VSS is based on the concept of a note event, which is a continuing auditory event that has a unique identity. When the client starts a note playing on the server, a note handle is returned. This is a floating point number that can be
used to refer to this note in the future, so that the client can, for instance, change the pitch of the note or turn the note off.
Functions that control groups of parameter changes are implemented above VSS to provide higher level control of the existing functionality of VSS. Groups are
composed of dynamic objects that lie just above the level of VSS. The client program can communicate with these objects to control VSS. In this way, the client can take advantage of the objects' built-in rules and knowledge, making
the interaction much simpler and on a higher-level. The objects that make up the complex models provide access to all the functionality in VSS, and preserve the concept of the note handle. In addition, each object also has a unique
handle, so that the client can send multiple message to the same object. As
with notes, the object handle is a floating point number returned to the client when it is created or retrieved. For each VSS synthesis algorithm, there is a corresponding object that basically functions as an interface wrapper for this algorithm. Many instances of each object can be created, and can either act
independently or in tandem. For every command applicable to a VSS algorithm, there is a corresponding message you can send to its higher-level object, so you
don't lose access to lower-level functionality by using these objects. The messages that objects send to each other are in the same form that the client
uses to send messages to the server. The result of this is that an object does not know or care whether a message comes from a client or from another object.
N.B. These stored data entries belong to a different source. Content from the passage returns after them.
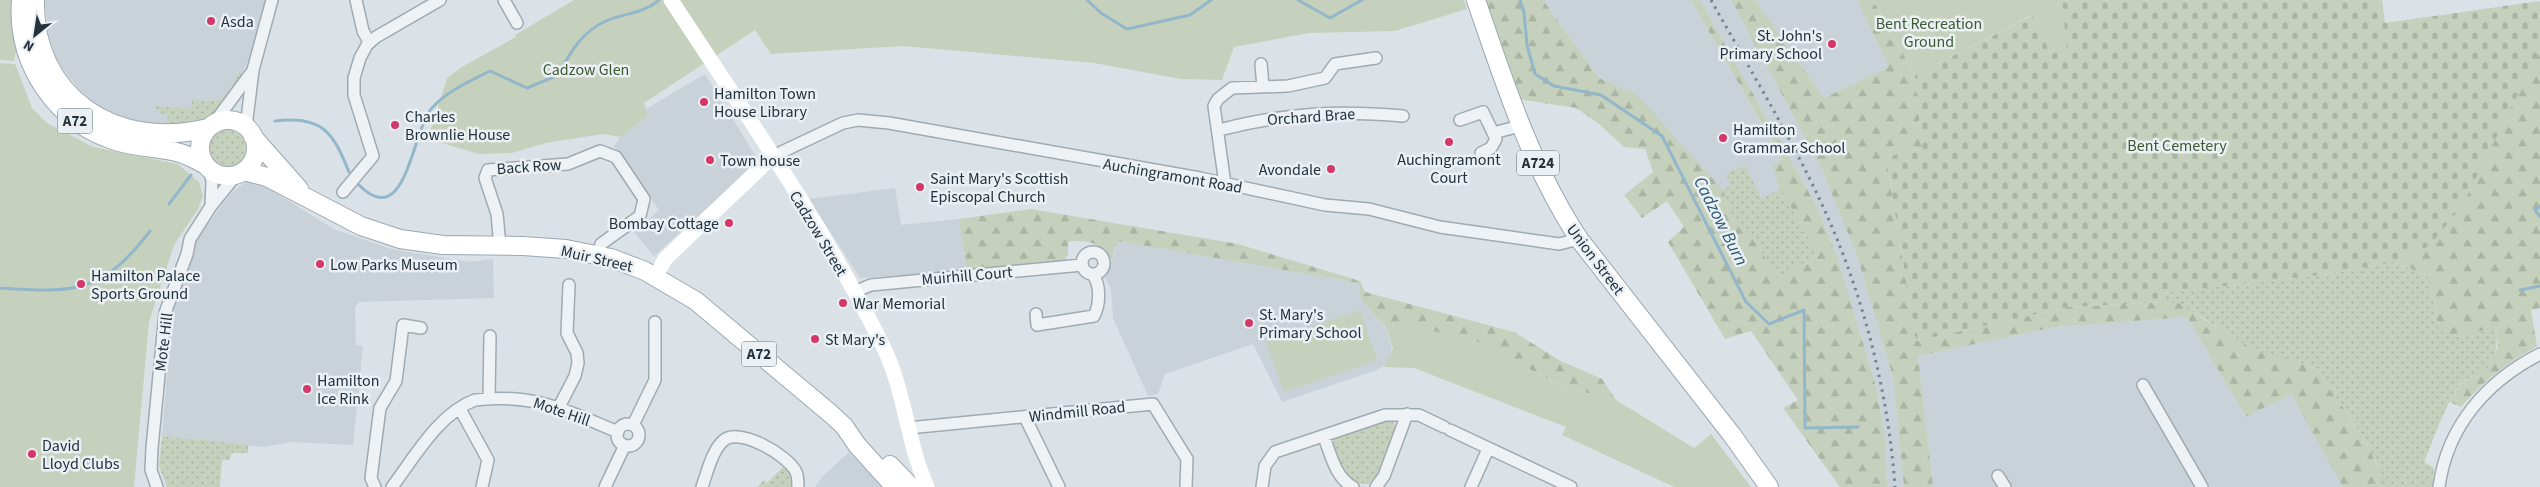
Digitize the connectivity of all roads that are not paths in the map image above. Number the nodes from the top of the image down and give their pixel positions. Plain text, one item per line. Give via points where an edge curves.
1 (21, 0) edge
2 (36, 0) edge
3 (272, 0) edge
4 (356, 0) edge
5 (440, 0) edge
6 (672, 0) edge
7 (509, 2) edge
8 (1478, 6) edge
9 (517, 23) dead end
10 (369, 42) junction
11 (1376, 58) dead end
12 (1261, 64) dead end
13 (253, 70) junction
14 (1264, 87) junction
15 (1403, 116) dead end
16 (1460, 120) dead end
17 (211, 126) junction
18 (1520, 126) junction
19 (1219, 130) junction
20 (250, 132) junction
21 (1493, 133) junction
22 (1481, 153) dead end
23 (773, 156) junction
24 (206, 167) junction
25 (240, 173) junction
26 (1225, 184) junction
27 (343, 192) dead end
28 (305, 196) junction
29 (211, 206) junction
30 (1579, 239) junction
31 (500, 246) junction
32 (598, 255) junction
33 (1082, 265) junction
34 (1092, 274) junction
35 (656, 276) junction
36 (569, 285) dead end
37 (854, 292) junction
38 (1036, 314) dead end
39 (654, 322) dead end
40 (421, 328) dead end
41 (490, 336) dead end
42 (2540, 354) edge
43 (2143, 385) dead end
44 (489, 399) junction
45 (559, 408) junction
46 (460, 409) junction
47 (1407, 414) junction
48 (1025, 417) junction
49 (633, 425) junction
50 (908, 428) junction
51 (618, 432) junction
52 (1324, 437) junction
53 (625, 445) junction
54 (1488, 449) junction
55 (1998, 476) dead end
56 (899, 484) edge
57 (157, 487) edge
58 (375, 487) edge
59 (392, 487) edge
60 (482, 487) edge
61 (605, 487) edge
62 (702, 487) edge
63 (798, 487) edge
64 (927, 487) edge
65 (1058, 487) edge
66 (1186, 487) edge
67 (1262, 487) edge
68 (1353, 487) edge
69 (1376, 487) edge
70 (1471, 487) edge
71 (1571, 487) edge
72 (1769, 487) edge
73 (2005, 487) edge
74 (2202, 487) edge
75 (2439, 487) edge

1 - 24 main road, A72 via 21,30 30,63 44,88 64,111 82,126 107,138 132,146 178,152
2 - 17 main road, A72 via 38,34 49,66 63,88 85,108 117,126 139,131 175,134
3 - 13 street
4 - 10 street
5 - 10 street
6 - 23 main road, Cadzow Street
7 - 9 street
8 - 18 main road, Union Street / A724
10 - 27 street via 360,58 353,86 373,150 372,159
11 - 14 street, Orchard Brae via 1335,64 1325,78 1288,86
12 - 14 street, Orchard Brae
13 - 17 street
13 - 20 street
14 - 19 street, Orchard Brae via 1232,88 1218,99 1214,106
15 - 19 street, Orchard Brae via 1315,112 1263,119
16 - 21 street via 1483,112
17 - 20 main road, A72 via 227,120
17 - 24 main road via 199,145
18 - 21 street
18 - 30 main road, Union Street / A724 via 1560,211
19 - 26 street, Orchard Brae
20 - 25 main road via 255,156
20 - 28 main road, Muir Street / A72
21 - 22 street via 1494,144
23 - 26 street, Auchingramont Road via 843,123 858,120 936,129
23 - 35 main road via 665,259
23 - 37 main road, Cadzow Street via 821,231
24 - 25 main road, A72 via 222,176
24 - 29 street via 212,181
25 - 28 main road, Muir Street / A72 via 267,177
25 - 29 street, Mote Hill
26 - 30 street, Auchingramont Road via 1326,205 1369,208 1440,227 1558,244
28 - 31 main road, Muir Street / A72 via 361,226 392,237 443,246
29 - 57 street, Mote Hill via 190,239 164,313 151,470
30 - 72 main road, Union Street / A724 via 1732,434
31 - 32 main road, Muir Street / A72 via 552,248
31 - 32 street, Back Row via 497,214 485,178 490,169 568,164 601,152 614,156 644,197 641,214 601,244
32 - 35 main road, Muir Street / A72
33 - 34 street
33 - 34 street, Muirhill Court via 1088,253 1095,252 1101,256 1102,268
33 - 37 street, Muirhill Court via 871,285
34 - 38 street via 1097,280 1098,299 1094,316 1037,325
35 - 56 main road, Muir Street / A72 via 708,310 844,426 860,435
36 - 45 street via 567,334 577,353 578,363
37 - 50 main road, Cadzow Street via 897,379
39 - 49 street via 655,380
40 - 58 street via 403,325 396,381 380,408 371,478
41 - 44 street
42 - 75 street via 2489,387 2462,421 2445,459
43 - 74 street
44 - 45 street, Mote Hill via 530,399
44 - 46 street, Mote Hill via 475,400
45 - 51 street, Mote Hill
46 - 59 street, Mote Hill via 440,426
46 - 60 street via 488,460
47 - 52 street via 1385,415
47 - 54 street via 1419,415
47 - 69 street via 1384,476
48 - 50 street, Windmill Road
48 - 65 street
48 - 66 street, Windmill Road via 1153,404 1187,459
49 - 51 street via 624,425
49 - 53 street via 639,433 638,440 633,445
50 - 64 main road
51 - 53 street via 619,440
52 - 67 street via 1275,452 1265,466
52 - 68 street via 1339,475
53 - 61 street
54 - 70 street
54 - 71 street
55 - 73 street
62 - 63 street via 717,448 730,437 750,440 780,454 797,473

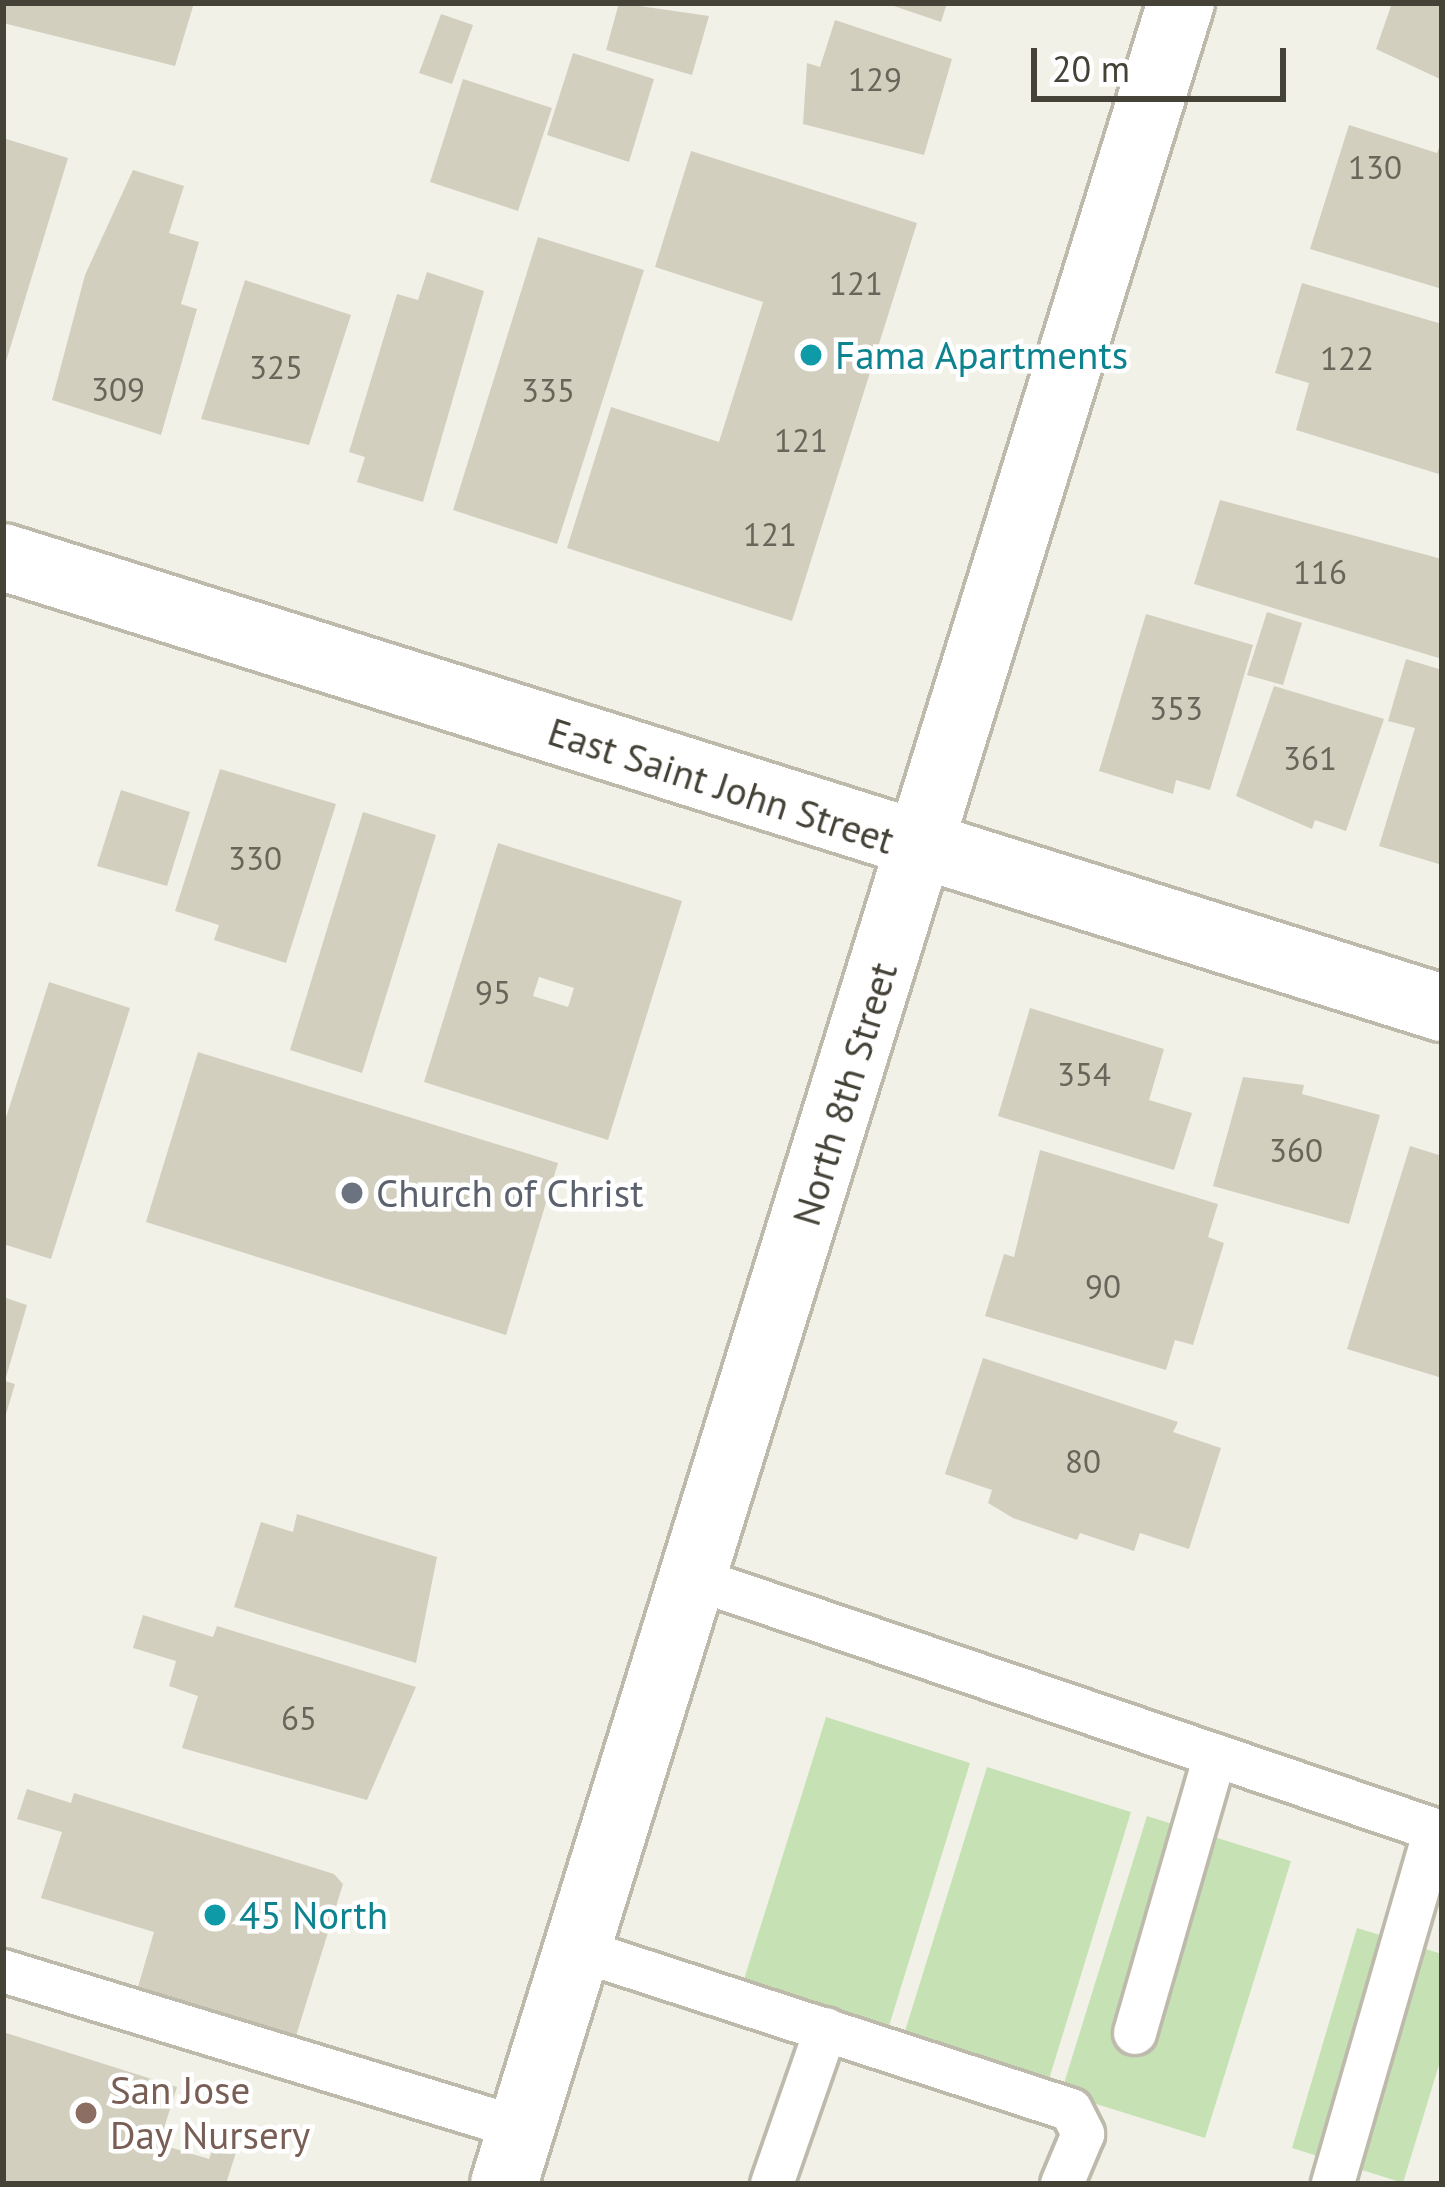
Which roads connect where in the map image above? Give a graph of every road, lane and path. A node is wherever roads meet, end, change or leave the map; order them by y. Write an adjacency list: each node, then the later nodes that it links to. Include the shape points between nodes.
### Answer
1 (1181, 3): 3 (street, North 8th Street)
2 (3, 557): 3 (street, East Saint John Street)
3 (917, 848): 4 (street, East Saint John Street); 5 (street, North 8th Street)
4 (1442, 1008)
5 (693, 1578): 6 (lane); 7 (street, North 8th Street)
6 (1215, 1755): 10 (lane); 14 (lane, via 1435,1830)
7 (579, 1950): 9 (lane); 11 (street, North 8th Street)
8 (3, 1971): 11 (lane)
9 (826, 2029): 12 (lane); 13 (lane, via 1071,2110 1083,2134)
10 (1135, 2033)
11 (513, 2157)
12 (772, 2184)
13 (1062, 2184)
14 (1333, 2184)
This is useful in building up a network, as the client can test different subsets of the network independently.
The Generic Interface
The generic interface is intended to simplify the task of adding and modifying sound in an application. It is designed so that although the flow of control and structure is defined in the application code, the types of sounds that are
actually played are defined externally, in an input file. This allows an application's sound to be modified without changing or recompiling the application itself. To use the interface, the client must tell the server which objects it wants to use and how it wants those objects configured. Then, the
client will send data to the objects, either at regular intervals or whenever a state in the application changes.
If you are using an SGI with IRIX 5.0 or higher, these examples will actually run VSS on your local machine, and synthesize sound from your choice of the following simple clients.
No SGI? I understand. Here's what they would sound like!
Chant. To ensure real-time play, this client tells VSS to play a pre-existing samples-file of this Chant sound.
Additive Synthesis *
This samples-file was analyzed using
an analysis/synthesis package developed by the
CERL Sound Group at the
University of Illinois. The result?
A beautiful picture. (Time is shown horizontally, frequency is shown vertically, and amplitude represented by varying shades of grey.) *
(* Note to SGI users: if you insist on playing these 8 kHz soundfiles
instead of freshly computing them, reset the audio output rate to 22 kHz
R. Bargar. Model-based interactive sound for an immersive virtual environment. Proc. International Computer Music Conference, Aarhus, Denmark, October 1994.
A. Freed. Tools for rapid prototyping of Music Sound Synthesis Algorithms. Proc. International Computer Music Conference, San Jose, October 1992.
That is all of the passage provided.